(AIM OF THE EXERCISE)
From the entries below, tally the lines with "paths" in them and reply with that figure only.

Stored data entries
# # #

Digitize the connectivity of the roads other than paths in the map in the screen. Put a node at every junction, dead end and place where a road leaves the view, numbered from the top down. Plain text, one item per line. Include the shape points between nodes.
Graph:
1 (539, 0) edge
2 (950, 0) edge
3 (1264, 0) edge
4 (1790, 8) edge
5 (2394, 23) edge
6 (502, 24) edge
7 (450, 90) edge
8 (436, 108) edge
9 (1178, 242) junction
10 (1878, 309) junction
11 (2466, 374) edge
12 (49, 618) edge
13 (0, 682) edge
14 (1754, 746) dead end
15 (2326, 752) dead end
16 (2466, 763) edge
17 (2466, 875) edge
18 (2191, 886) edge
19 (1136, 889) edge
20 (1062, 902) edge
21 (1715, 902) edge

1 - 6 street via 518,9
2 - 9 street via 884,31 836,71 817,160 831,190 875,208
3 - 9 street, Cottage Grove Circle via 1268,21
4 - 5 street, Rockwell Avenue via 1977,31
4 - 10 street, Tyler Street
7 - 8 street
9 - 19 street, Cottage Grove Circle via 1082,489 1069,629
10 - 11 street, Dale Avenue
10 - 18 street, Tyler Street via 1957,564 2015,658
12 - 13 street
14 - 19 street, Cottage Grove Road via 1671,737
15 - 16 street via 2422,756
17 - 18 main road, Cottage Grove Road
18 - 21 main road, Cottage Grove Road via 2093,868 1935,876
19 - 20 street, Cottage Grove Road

# # #

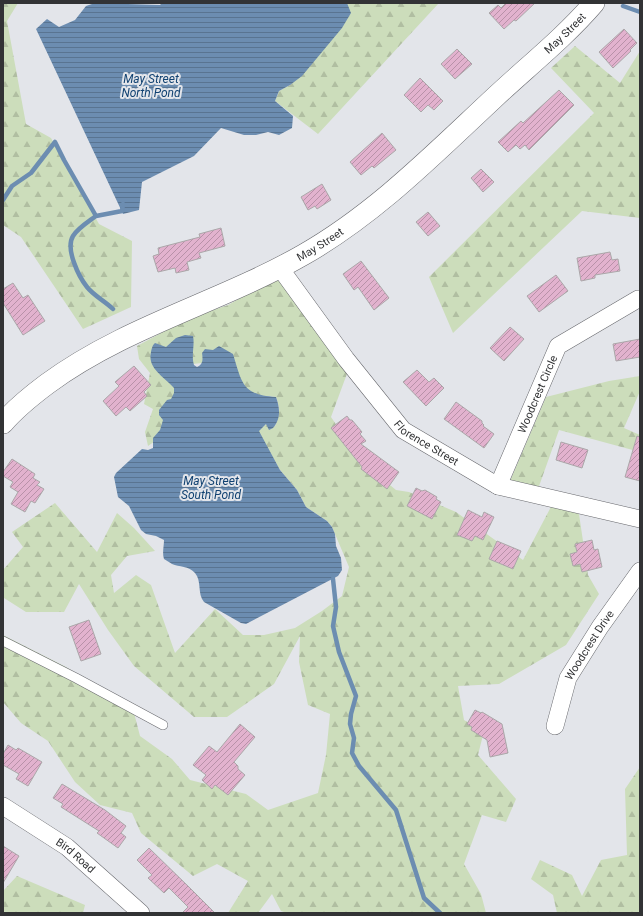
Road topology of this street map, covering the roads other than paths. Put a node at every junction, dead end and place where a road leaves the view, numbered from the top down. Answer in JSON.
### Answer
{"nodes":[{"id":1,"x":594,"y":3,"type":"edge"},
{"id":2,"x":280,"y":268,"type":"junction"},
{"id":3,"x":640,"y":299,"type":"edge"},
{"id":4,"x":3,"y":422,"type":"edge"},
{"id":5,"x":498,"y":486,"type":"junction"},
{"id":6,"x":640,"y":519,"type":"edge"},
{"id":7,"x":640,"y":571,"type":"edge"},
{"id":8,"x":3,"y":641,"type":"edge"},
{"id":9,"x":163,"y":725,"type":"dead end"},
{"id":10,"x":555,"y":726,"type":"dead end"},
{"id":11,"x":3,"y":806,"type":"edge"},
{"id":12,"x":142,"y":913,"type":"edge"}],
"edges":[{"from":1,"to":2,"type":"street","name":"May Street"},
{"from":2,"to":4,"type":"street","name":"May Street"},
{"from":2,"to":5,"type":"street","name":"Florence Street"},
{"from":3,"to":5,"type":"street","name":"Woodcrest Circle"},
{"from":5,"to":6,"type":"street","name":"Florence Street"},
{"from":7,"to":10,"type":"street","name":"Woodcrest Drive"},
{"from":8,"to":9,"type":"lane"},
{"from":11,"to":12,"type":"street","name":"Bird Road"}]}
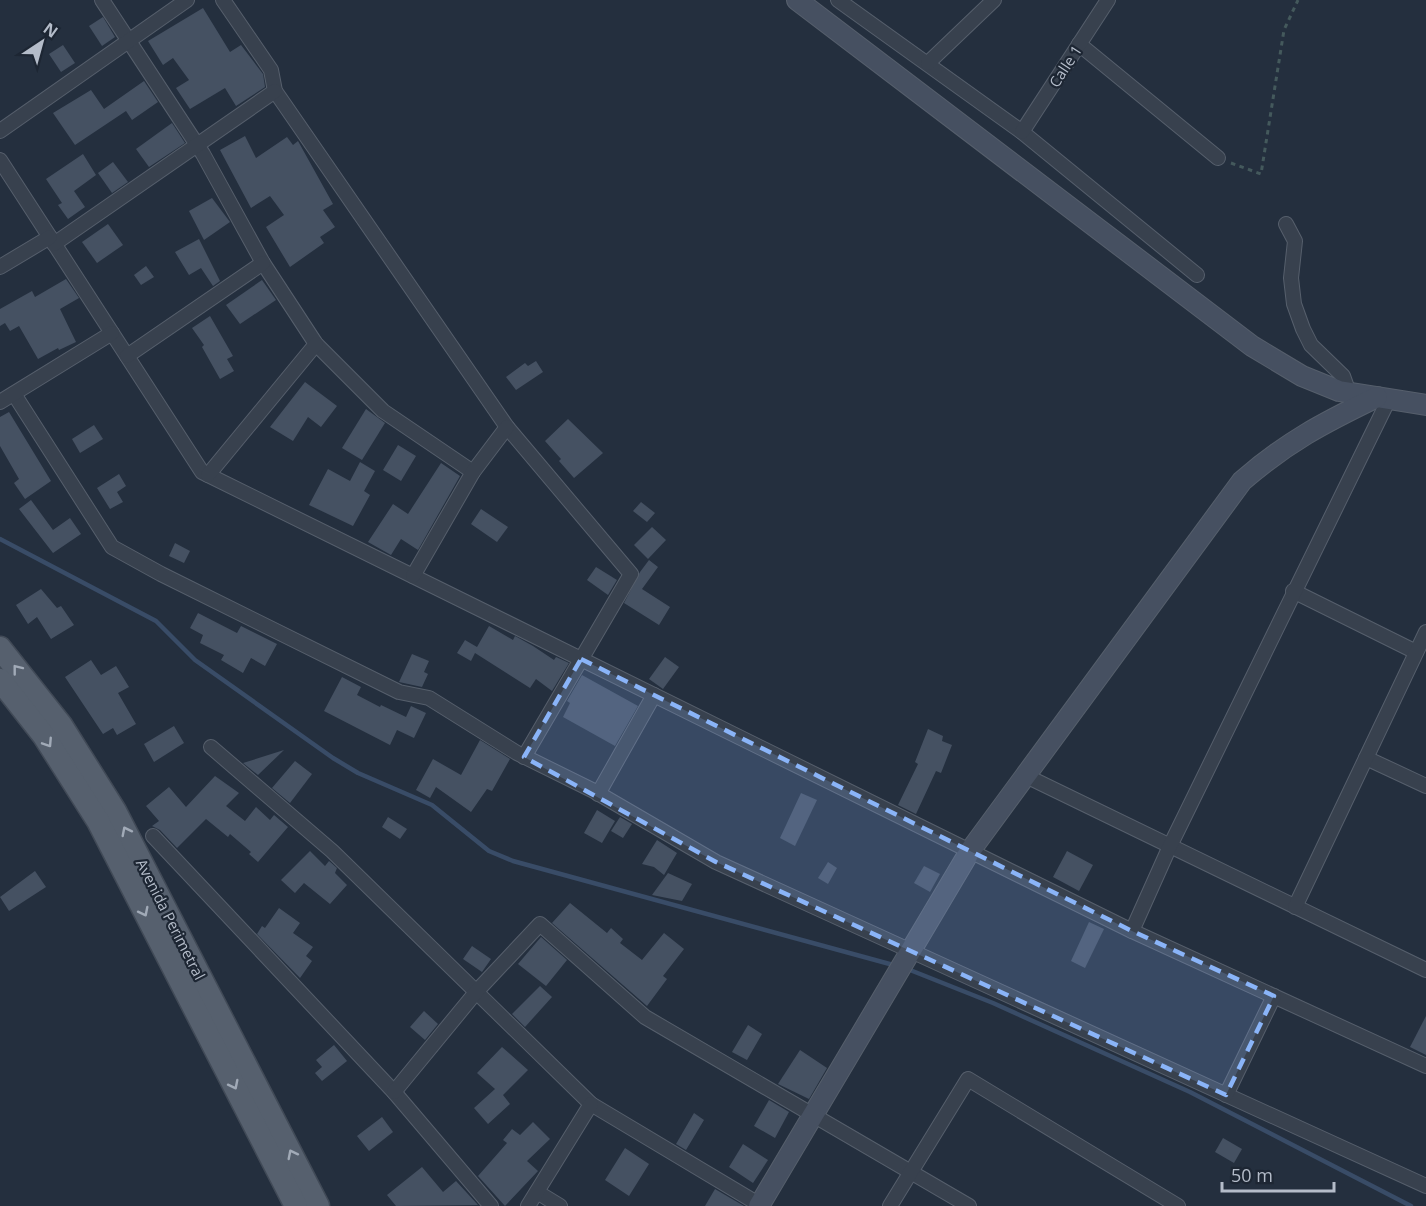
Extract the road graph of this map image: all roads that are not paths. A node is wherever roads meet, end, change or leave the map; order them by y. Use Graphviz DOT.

# # #

(EXERCISE SOLUTION)
3